# How to Clean my Vacant Tank?



## blazelet (Nov 24, 2012)

I just had a tragic few days. We got a new goldfish from a halloween party which we added to our 50 gallon freshwater tank. It must have brought something with it, from the symptoms (white film, trouble breathing, scratches and missing scales) I blame Protozoan Parasites. Whatever it was, it was sad. The goldfish died and turned to goo overnight. The Pleco died the next day, a few hours after we found them and started treating. We had a molly I was able to move to a hospital tank and is responding well to treatment ... starting to eat again and staying afloat.

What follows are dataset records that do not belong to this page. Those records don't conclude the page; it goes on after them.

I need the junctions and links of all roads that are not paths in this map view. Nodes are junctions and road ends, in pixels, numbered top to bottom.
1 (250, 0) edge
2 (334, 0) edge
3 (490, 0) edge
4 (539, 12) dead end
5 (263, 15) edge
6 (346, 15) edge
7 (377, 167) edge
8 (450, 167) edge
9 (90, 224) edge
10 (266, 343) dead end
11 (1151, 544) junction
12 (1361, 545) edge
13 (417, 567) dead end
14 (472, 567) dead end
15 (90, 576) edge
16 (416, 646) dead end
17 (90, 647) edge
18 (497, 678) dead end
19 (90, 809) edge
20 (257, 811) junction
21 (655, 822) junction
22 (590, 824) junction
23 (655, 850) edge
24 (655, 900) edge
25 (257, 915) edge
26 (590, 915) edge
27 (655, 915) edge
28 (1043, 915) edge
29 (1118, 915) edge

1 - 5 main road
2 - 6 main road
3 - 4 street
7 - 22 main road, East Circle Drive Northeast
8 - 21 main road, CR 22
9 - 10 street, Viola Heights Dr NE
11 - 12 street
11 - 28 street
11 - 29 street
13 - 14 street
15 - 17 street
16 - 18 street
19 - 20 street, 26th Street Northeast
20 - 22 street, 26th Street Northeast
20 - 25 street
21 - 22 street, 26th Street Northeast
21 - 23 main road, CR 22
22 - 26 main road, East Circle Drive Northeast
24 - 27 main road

Whatever it was, my question is this ... to what degree do I have to clean the tank? I've drained it completely, and plan on hosing everything down, sifting and spraying the gravel, wiping down the decorations, and hosing again. Whatever we had, does this sound likely to get rid of it? I've put everything on the back deck tonight, it's supposed to drop below freezing ... I just want to make sure whatever was in there is gone when I add my molly back in.

Thanks for any ideas.


----------



## TheOldSalt (Jan 28, 2005)

A 10% bleach solution ( 9 parts water, 1 part bleach ) would be good for cleaning the tank and more importantly the gravel and filter. Let it soak for several minutes and them rinse. Then use a heavy dose of dechlorinator in the rinse water, stir vigorously, and then dump & rinse some more. That should do it. Set the tank back up and let it run a day or two before returning the fish.

Sounds a bit like Chilonodella or Ichthyobodo, by the way. Very nasty, but thankfully uncommon.


----------